Even more than 70 years after the founding of the United Nations the world continues to suffer from wars and conflict, but extensive crisis and mediation mechanisms have managed to stem or even prevent conflicts.

Germany in the United Nations

Germany has been a member of the United Nations since 1973 – the Federal Republic of Germany and the German Democratic Republic (GDR) were both admitted on 18 September 1973. After German reunification in1990, the reputation, responsibility and status of Germany continued to grow within the United Nations.

Germany is represented on numerous bodies, organisations and facilities, where it works for cooperative multilateralism. Germany is also involved in United Nations peace missions regularly. The most important missions involving German soldiers or police officers are as follows:

  • UNIFIL (Lebanon)
  • MINURSO (Western Sahara)
  • MINUSMA (Mali)
  • UNMISS (South Sudan)
  • UNAMID (Sudan)
  • UNSMIL (Libya)
  • UNSOM (Somalia)
  • MINUJUSTH (Haiti)

In addition, Germany is involved in other missions to which it seconds civilian personnel. United Nations peace missions increasingly focus on conflicts within one country and are thus what is termed "multidimensional assignments".

These missions do not involve purely military activities to establish peace, such as securing borders, monitoring and protecting civilians, but also comprise a wide spectrum of civilian duties. Depending on their mandate, the peace missions support political processes such as efforts to mediate between parties to the conflict, as seen in Darfur and Mali. They provide assistance with security sector reform, the destruction of small arms, monitoring elections and democratic processes, building rule-of-law institutions and monitoring the human rights situation.

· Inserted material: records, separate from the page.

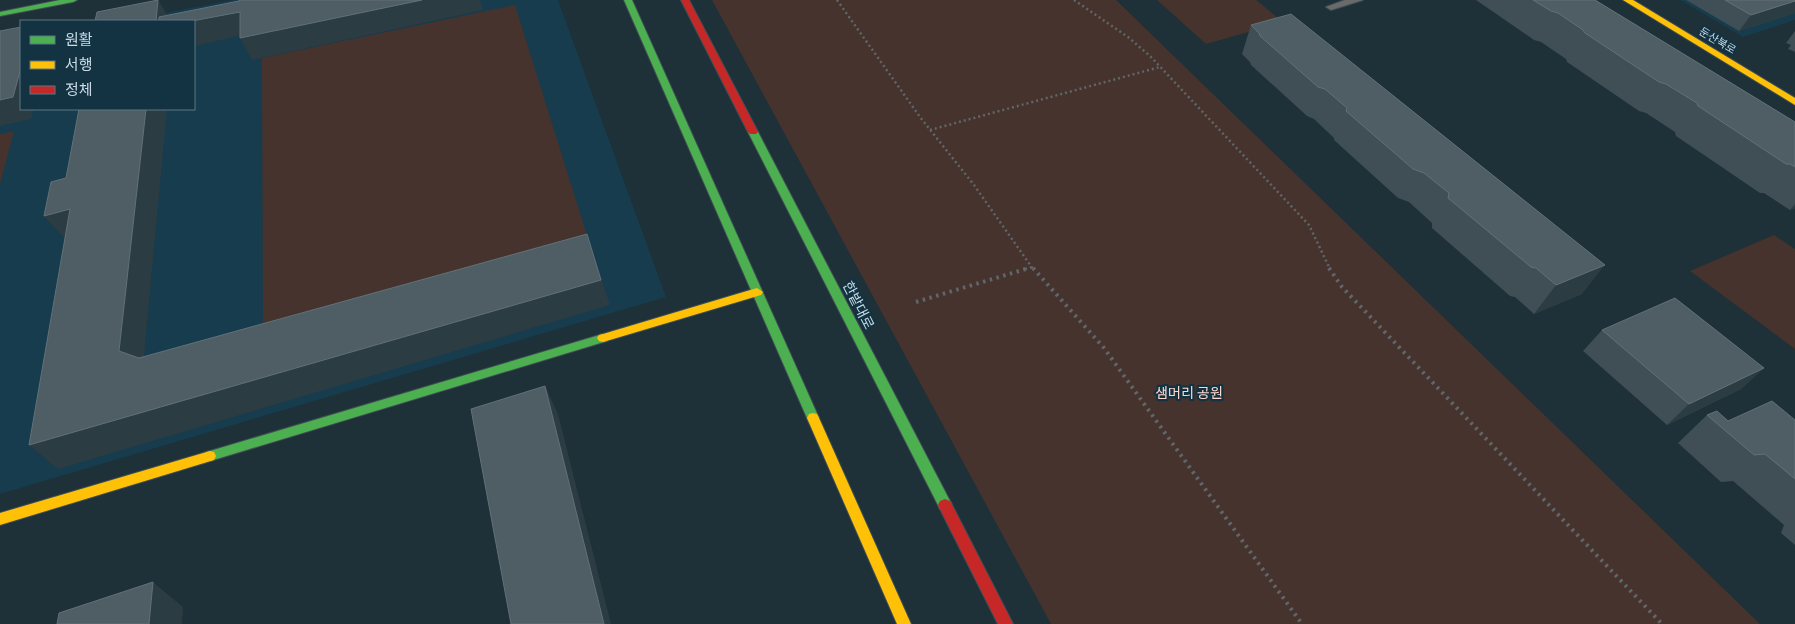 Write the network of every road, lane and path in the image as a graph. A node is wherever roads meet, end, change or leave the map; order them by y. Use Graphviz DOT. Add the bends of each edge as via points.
graph roads {
  1 [pos="73,0"];
  2 [pos="628,0"];
  3 [pos="685,0"];
  4 [pos="836,0"];
  5 [pos="1074,0"];
  6 [pos="1358,0"];
  7 [pos="1627,0"];
  8 [pos="33,4"];
  9 [pos="1331,7"];
  10 [pos="0,14"];
  11 [pos="1160,67"];
  12 [pos="1795,102"];
  13 [pos="930,130"];
  14 [pos="1032,267"];
  15 [pos="757,292"];
  16 [pos="916,302"];
  17 [pos="0,519"];
  18 [pos="904,624"];
  19 [pos="1006,624"];
  20 [pos="1302,624"];
  21 [pos="1662,624"];
  1 -- 8 [label="main road"];
  2 -- 15 [label="main road"];
  3 -- 19 [label="main road, 한밭대로"];
  4 -- 13 [label="path"];
  5 -- 11 [label="path" via="1128,37"];
  6 -- 9 [label="lane"];
  7 -- 12 [label="main road, 둔산북로"];
  8 -- 10 [label="main road"];
  11 -- 13 [label="path"];
  11 -- 21 [label="path" via="1309,225 1329,268 1342,287"];
  13 -- 14 [label="path"];
  14 -- 16 [label="path"];
  14 -- 20 [label="path" via="1104,348"];
  15 -- 17 [label="main road"];
  15 -- 18 [label="main road"];
}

Fourth largest contributor

In addition to contributing personnel to the peace missions, Germany supports this comprehensive engagement of the United Nations in many places with flanking stabilisation measures, and endeavours to support peacekeeping, for instance with training measures for which mobile training teams are deployed.

The two-year budget of the United Nations for 2018/2019 totalled almost 5.4 billion US dollars. Germany provides 6.4 per cent of this sum per year. This makes Germany the fourth largest contributor to the regular budget after the USA (22 per cent), Japan (9.7 per cent) and China (7.9 per cent). The 28 member states of the European Union together provide about 31 per cent of the budget of the United Nations.

For reform of the United Nations Security Council

The German government has been working for years to reform the United Nations Security Council, in order to give this key body in preserving world peace additional legitimacy and authority. Today’s multipolar world and the main contributors to the United Nations no longer sufficiently reflected by the permanent members of the United Nations Security Council (USA, Russia, China, United Kingdom and France), as was the case when the United Nations was founded in 1945.

Germany, Brazil, India and Japan are coordinating their reform efforts closely, in order to strengthen the ability of the United Nations and its Security Council to continue to act in the 21stcentury.

Current crises and conflicts that bring with them immense human suffering, such as the war in Yemen, the continuing conflicts in Sudan/South Sudan, Somalia, the Saharan states and the still dangerous situation in the Middle East are only some of the issues that the Security Council will be called on to address.

Priorities of Germany’s UN policy

The German government also intends to keep the following priorities in view:

  • Protecting women and getting them involved in peace processes to ensure sustainable peace keeping
  • Taking greater account of climate change as a catalyst of crises within the framework of the Group of Friends on Climate and Security initiated by Germany and others in 2011.
  • The need to strengthen peacekeeping as a multilateral conflict resolution instrument with feasible mandates, such that the transition from peacekeeping to peacebuilding is made easier as a political process.

To realise these ambitious goals, Germany needs allies and fellow campaigners – particularly among our European friends within the Security Council. EU coherence is a very important concern of the German government – in New York as elsewhere.